Tell me, please, how many lines in the records below include the word "Hallam". Give no more than the number.

Collected data entries
__________

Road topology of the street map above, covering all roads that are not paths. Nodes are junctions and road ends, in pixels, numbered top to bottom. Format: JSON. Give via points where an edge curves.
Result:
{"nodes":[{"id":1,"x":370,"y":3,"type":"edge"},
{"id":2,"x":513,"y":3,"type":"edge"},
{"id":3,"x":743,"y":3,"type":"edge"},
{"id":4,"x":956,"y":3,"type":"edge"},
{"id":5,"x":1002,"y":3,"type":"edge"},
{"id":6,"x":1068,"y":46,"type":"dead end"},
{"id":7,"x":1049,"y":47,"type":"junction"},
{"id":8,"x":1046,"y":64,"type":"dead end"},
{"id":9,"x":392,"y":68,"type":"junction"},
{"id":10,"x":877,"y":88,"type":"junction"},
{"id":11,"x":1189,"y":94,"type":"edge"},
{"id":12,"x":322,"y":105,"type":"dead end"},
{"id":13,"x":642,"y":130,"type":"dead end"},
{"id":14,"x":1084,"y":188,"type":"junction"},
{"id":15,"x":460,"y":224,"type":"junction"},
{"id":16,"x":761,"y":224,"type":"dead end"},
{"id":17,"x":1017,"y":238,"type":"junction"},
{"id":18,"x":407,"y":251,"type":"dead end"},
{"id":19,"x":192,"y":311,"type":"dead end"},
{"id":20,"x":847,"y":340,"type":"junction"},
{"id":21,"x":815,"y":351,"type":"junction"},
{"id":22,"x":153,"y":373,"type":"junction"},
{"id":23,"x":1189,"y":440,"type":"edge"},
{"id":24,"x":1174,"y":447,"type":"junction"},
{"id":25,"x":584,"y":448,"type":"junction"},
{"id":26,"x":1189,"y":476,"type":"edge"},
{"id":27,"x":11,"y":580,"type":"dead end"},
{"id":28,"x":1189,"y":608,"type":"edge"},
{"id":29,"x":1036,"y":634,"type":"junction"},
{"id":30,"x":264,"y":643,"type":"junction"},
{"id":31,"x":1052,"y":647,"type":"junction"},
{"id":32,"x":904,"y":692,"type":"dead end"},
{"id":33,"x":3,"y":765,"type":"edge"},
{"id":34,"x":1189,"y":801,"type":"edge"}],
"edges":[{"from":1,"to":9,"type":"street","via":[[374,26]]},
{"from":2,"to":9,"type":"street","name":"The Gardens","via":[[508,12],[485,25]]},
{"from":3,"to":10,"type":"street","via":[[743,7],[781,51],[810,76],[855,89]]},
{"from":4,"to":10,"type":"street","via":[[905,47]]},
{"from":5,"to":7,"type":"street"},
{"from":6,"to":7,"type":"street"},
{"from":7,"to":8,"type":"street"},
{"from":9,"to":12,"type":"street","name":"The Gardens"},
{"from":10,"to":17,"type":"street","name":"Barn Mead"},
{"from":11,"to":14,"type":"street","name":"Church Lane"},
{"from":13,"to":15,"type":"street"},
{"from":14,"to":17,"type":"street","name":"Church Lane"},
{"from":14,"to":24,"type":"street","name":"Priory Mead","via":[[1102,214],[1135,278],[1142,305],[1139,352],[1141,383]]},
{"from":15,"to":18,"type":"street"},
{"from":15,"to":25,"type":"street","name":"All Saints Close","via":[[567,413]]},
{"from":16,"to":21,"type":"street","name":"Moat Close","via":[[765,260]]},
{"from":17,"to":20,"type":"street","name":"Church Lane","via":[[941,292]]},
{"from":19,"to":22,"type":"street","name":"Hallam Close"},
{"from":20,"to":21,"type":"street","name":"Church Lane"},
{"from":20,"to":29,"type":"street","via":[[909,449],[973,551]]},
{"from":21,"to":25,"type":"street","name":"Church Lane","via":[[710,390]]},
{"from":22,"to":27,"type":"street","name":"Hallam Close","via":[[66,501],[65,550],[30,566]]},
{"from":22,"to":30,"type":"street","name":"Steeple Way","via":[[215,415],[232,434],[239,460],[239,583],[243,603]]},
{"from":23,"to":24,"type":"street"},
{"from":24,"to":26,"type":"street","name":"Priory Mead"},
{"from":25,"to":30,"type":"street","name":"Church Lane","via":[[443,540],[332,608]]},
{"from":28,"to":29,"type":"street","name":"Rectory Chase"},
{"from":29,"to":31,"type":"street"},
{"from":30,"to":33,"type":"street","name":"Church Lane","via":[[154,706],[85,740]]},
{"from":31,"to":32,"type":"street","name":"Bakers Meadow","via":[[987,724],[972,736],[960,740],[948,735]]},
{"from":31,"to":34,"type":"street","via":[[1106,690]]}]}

__________

§ Output for this task
2